▶ Task directions:
Scan the entries below and return each line that contains "matchFamilyStyle".

▶ Data to use:
· · ·

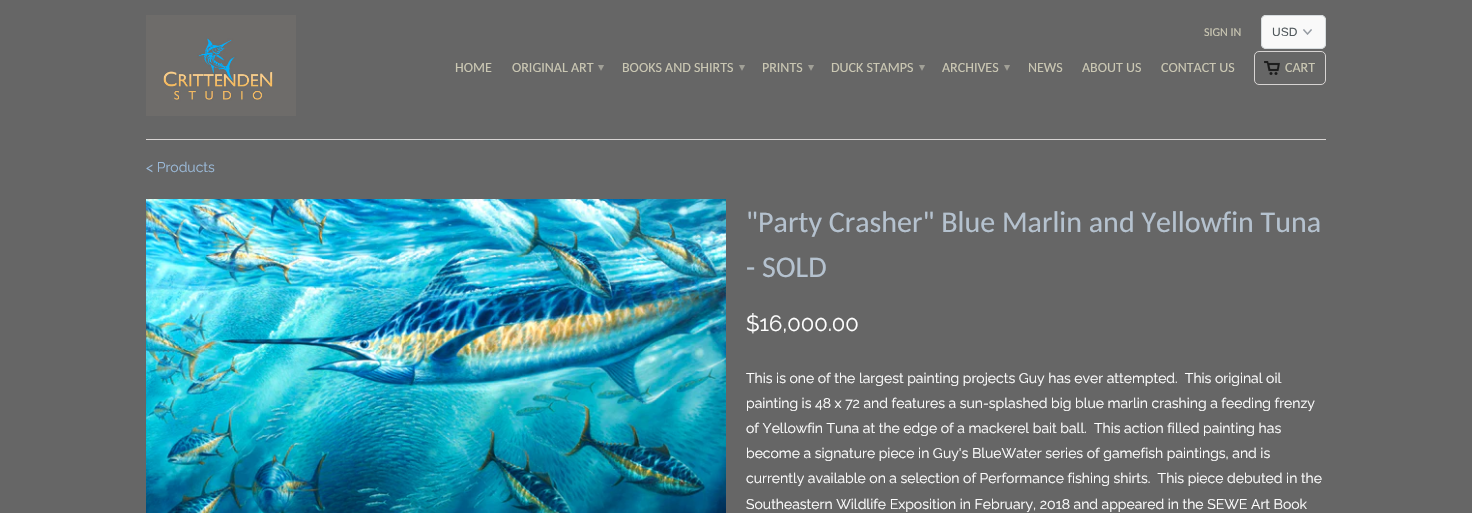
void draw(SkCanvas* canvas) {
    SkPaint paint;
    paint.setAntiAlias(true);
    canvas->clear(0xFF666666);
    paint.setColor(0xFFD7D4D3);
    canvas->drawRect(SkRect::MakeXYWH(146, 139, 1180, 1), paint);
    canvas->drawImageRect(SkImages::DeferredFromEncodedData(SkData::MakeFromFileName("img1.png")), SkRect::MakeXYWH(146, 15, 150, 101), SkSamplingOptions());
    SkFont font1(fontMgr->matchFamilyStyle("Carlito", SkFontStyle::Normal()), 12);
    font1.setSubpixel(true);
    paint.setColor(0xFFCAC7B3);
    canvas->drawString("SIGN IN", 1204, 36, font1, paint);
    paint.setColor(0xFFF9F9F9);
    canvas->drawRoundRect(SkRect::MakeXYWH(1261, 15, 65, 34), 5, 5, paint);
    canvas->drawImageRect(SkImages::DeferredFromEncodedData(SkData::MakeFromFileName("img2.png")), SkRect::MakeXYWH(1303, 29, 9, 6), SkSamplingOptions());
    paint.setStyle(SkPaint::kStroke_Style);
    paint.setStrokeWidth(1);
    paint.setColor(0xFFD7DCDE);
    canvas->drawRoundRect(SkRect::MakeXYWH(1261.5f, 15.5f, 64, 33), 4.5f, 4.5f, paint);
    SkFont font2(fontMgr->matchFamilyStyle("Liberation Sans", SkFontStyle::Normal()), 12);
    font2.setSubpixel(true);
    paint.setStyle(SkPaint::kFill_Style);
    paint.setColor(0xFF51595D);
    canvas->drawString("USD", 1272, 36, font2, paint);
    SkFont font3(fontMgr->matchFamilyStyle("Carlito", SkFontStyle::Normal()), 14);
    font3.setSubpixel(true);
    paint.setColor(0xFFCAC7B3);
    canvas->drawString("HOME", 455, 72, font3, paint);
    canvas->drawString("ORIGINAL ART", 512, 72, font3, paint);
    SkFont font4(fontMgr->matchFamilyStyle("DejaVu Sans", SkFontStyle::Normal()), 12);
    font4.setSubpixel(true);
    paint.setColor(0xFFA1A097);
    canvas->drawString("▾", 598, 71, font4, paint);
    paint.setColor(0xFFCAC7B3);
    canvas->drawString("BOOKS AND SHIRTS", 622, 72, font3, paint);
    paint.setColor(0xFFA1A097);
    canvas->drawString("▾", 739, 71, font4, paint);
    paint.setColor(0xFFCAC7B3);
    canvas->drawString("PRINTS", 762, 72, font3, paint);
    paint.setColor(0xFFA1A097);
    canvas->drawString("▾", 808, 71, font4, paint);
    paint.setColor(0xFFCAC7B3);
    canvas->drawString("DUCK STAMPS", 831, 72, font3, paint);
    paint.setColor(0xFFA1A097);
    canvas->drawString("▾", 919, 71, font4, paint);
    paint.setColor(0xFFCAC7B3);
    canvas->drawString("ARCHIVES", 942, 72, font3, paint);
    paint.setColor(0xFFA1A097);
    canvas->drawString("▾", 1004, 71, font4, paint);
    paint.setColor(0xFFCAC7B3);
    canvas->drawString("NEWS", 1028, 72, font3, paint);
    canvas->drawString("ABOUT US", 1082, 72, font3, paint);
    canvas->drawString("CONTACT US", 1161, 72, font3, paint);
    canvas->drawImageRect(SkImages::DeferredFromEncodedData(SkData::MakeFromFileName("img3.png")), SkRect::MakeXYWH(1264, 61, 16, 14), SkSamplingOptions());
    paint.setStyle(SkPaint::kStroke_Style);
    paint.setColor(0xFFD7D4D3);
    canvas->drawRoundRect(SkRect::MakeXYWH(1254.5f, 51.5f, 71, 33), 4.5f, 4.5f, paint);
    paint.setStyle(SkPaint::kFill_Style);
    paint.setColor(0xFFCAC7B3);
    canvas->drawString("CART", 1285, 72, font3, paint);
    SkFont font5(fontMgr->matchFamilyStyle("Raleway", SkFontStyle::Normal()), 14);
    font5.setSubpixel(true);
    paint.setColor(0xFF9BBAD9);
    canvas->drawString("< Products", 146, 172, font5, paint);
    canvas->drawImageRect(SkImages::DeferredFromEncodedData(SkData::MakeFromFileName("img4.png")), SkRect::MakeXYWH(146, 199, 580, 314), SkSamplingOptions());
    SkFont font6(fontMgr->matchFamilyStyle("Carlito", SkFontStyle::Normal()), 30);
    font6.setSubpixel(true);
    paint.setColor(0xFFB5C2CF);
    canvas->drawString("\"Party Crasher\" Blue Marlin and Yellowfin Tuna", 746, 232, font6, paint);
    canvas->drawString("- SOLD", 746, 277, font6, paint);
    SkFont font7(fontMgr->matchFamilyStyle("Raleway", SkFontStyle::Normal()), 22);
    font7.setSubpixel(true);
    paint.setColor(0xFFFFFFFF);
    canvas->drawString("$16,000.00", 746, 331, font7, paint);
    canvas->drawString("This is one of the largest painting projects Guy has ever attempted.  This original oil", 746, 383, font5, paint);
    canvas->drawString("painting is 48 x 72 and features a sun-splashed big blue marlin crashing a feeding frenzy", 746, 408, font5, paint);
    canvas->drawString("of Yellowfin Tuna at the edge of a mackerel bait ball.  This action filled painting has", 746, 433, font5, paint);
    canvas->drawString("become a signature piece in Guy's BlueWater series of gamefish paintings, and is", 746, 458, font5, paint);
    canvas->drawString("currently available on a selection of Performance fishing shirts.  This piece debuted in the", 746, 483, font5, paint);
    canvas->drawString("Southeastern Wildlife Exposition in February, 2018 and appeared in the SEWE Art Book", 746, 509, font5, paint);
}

· · ·

▶ Written solution:
    SkFont font1(fontMgr->matchFamilyStyle("Carlito", SkFontStyle::Normal()), 12);
    SkFont font2(fontMgr->matchFamilyStyle("Liberation Sans", SkFontStyle::Normal()), 12);
    SkFont font3(fontMgr->matchFamilyStyle("Carlito", SkFontStyle::Normal()), 14);
    SkFont font4(fontMgr->matchFamilyStyle("DejaVu Sans", SkFontStyle::Normal()), 12);
    SkFont font5(fontMgr->matchFamilyStyle("Raleway", SkFontStyle::Normal()), 14);
    SkFont font6(fontMgr->matchFamilyStyle("Carlito", SkFontStyle::Normal()), 30);
    SkFont font7(fontMgr->matchFamilyStyle("Raleway", SkFontStyle::Normal()), 22);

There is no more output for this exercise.